Mr Sarkissian began researching the role of Parkes in Apollo 11's mission in 1997, before the movie The Dish was made. However, when he later contacted NASA colleagues to ask about the tapes, they could not be found.
"People may have thought 'we have tapes of the moon walk, we don't need these'," said the scientist who hopes a new, intensive hunt will locate them.
If they can be found, he proposes making digitalised copies to treat the world to a very different view of history.
But the searchers may be running out of time. The only known equipment on which the original analogue tapes can be decoded is at a Goddard centre set to close in October, raising fears that even if they are found before they deteriorate, copying them may be impossible.

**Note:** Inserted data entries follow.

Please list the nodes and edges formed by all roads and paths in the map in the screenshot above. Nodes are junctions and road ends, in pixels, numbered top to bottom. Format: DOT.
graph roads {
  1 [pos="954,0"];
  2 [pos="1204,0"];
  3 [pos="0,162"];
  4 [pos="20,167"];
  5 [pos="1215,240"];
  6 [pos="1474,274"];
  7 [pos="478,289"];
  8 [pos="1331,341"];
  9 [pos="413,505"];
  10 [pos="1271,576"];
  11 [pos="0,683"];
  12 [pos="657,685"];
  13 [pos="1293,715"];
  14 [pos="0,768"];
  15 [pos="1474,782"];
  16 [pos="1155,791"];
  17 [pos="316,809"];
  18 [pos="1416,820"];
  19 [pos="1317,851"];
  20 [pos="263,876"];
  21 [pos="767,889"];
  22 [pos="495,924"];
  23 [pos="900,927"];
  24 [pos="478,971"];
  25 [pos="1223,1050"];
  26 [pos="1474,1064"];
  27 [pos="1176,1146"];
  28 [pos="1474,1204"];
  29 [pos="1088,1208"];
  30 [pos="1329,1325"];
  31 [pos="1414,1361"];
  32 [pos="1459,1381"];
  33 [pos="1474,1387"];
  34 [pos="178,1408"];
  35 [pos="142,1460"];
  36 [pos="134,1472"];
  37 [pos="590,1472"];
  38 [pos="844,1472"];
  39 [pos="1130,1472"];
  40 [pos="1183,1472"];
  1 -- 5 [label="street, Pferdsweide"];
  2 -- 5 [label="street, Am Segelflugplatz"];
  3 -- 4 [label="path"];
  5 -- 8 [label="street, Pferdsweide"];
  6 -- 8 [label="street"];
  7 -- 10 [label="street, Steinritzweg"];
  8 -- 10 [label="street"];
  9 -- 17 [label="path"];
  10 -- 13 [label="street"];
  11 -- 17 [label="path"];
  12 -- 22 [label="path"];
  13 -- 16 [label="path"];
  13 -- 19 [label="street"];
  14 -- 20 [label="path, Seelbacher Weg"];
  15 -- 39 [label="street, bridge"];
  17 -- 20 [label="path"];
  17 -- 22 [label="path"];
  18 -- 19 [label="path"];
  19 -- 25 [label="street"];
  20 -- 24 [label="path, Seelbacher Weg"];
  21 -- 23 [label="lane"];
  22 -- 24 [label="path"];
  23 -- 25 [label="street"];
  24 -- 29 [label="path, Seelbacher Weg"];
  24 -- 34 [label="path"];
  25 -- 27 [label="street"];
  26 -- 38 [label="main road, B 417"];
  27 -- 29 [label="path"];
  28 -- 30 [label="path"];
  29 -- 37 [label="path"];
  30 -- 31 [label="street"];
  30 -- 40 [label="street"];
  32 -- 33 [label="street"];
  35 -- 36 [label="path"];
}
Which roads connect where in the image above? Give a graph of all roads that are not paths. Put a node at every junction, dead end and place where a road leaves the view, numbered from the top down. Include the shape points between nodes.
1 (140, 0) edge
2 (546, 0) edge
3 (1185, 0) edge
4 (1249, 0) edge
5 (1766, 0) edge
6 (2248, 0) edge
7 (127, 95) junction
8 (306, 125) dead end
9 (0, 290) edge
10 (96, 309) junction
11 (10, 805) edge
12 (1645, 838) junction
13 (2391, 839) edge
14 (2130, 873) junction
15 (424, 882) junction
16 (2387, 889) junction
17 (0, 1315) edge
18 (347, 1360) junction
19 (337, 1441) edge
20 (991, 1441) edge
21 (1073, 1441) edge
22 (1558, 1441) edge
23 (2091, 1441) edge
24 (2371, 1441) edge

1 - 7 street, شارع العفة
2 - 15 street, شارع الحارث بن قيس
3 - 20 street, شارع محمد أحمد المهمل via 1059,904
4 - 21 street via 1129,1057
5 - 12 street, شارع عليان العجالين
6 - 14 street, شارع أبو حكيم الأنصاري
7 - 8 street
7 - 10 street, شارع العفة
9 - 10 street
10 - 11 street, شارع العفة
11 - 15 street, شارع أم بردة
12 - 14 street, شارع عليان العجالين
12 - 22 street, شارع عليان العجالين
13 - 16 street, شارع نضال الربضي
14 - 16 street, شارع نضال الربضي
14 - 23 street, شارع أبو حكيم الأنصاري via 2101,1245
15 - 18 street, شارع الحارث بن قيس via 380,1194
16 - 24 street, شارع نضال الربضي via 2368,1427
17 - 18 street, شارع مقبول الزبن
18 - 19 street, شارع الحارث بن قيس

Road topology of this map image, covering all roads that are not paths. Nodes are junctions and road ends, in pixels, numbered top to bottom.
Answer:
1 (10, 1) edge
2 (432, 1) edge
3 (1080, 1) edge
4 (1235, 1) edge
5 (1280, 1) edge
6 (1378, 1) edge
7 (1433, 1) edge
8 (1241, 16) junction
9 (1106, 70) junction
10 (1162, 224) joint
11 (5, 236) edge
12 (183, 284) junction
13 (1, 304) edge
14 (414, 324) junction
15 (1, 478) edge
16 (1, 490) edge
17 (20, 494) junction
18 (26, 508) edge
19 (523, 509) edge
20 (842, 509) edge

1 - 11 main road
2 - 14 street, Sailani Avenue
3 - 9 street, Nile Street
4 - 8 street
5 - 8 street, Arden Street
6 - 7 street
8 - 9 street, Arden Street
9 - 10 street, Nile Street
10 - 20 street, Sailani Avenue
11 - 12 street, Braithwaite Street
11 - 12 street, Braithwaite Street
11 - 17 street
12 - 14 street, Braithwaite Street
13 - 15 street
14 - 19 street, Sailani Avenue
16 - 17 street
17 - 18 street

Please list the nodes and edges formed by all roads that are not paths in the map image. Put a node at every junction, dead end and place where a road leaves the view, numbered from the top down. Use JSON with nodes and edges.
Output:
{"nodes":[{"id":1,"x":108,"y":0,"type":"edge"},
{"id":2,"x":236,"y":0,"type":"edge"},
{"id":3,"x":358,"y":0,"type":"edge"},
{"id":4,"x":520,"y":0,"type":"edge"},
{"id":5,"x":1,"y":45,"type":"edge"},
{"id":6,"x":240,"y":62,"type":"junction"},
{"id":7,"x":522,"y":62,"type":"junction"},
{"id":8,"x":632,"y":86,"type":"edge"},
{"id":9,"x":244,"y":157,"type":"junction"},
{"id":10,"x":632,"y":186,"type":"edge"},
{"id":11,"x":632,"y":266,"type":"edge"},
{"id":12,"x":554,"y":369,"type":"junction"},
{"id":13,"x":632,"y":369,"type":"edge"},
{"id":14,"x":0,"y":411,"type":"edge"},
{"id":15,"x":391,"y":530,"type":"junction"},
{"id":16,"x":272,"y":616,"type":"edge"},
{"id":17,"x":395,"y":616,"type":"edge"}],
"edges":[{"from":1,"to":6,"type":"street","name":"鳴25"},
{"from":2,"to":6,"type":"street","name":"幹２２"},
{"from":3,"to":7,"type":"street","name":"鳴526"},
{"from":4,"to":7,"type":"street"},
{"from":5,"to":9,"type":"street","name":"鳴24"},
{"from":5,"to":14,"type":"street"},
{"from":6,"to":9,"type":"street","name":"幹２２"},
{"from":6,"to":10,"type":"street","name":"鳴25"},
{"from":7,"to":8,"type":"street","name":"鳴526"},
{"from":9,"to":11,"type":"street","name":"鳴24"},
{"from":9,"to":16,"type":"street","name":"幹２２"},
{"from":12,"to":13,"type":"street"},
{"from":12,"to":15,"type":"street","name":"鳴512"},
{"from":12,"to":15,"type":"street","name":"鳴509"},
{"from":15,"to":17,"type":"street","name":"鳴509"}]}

"We want the public to see it the way the moon walk was meant to be seen," Mr Sarkissian said.
"There will only ever be one first moon walk."
Originally stored at Goddard, the tapes were moved in 1970 to the US National Archives. No one knows why, but in 1984 about 700 boxes of space flight tapes there were returned to Goddard.
"We have the documents to say they were withdrawn, but no one knows exactly where they went," Mr Sarkissian said.
Many people involved had retired or died.
Also among tapes feared missing are the original recordings of the other five Apollo moon landings. The format used by the original pictures beamed from the moon was not compatible with commercial technology used by television networks. So the images received at Parkes, and at tracking stations near Canberra and in California, were played on screens mounted in front of conventional television cameras.
"The quality of what you saw on TV at home was substantially degraded" in the process, Mr Sarkissian said, creating the ghostly images of Armstrong and Aldrin that strained the eyes of hundreds of millions of people watching around the world.
Even Polaroid photographs of the screen that showed the original images received by Parkes are significantly sharper than what the public saw. While the technique looks primitive today, Mr Sarkissian said it was the best solution that 1969 technology offered.
Among the few who saw the original high-quality broadcast was David Cooke, a Parkes control room engineer in 1969.
"I can still see the screen," Mr Cook, 74, said. "I was amazed, the quality was fairly good."
Is that al gore bit true ?
If they find it, maybe we will actually hear Armstrong say, "Good luck Mr. Gorski!"
Capricorn 1
The amount of records that NASA keeps has got to be incredible. Since the invention of the camera and motion picture technology, mankind has gotten to where we record everything. However, we record it in the most impermanent methods imaginable. Add to that, we don't seem to have any idea what's important, anymore. Even something as incredible as the moon landing becomes mundane to the people working space travel every day. I hope they find it.
OJ did it
Roswell incident - July 8, 1947
Ask Greaseball Richardson to look behind the Xerox machine at Los Alamos!
While making a digitalized copy may be wise to insure against complete loss of the origina l, in the past we've seen far too great a reliance on the digital copy, with a tendency then to neglect the analog original. Don't let that happen!
As time goes on, we're gradually able to extract more and more improved images from old magenetic tape. Such later extractions are often far better than earlier extractions. If we discard or neglect the original, or equipment to read it, we can have a bad case of buyer's remorse.
Preserve your analog assets!
HF
Next, we're going to hear Area 51 has misplaced the alien bodies from the Roswell crash.
Neil Armstrong born - 08/05/1930
Can't they just go back to the movie studio where the moon landing was REALLY filmed, and take some more pictures? (sarcasm off.)
Where's Mulder and Scully when ya need 'em?
This isn't the first time they've lost something important.
I read a while back that they can't seem to find the blueprints for the Saturn V rocket.
Nobody thought to make backups?
I was *just* gonna post that!! < |:)~
But what is the gestation period of a Roswell alien? If it, too, is nine months, then I think you're onto something!
Coasttocoastam...Art Bell's show did this story last week. The host was George Noorey and the guest was Richard C. Hoagland.
Mr. Hoagland thinks the tapes were deliberately destroyed because they show buildings and other stuff on the moon that the goobermint doesn't want us to see.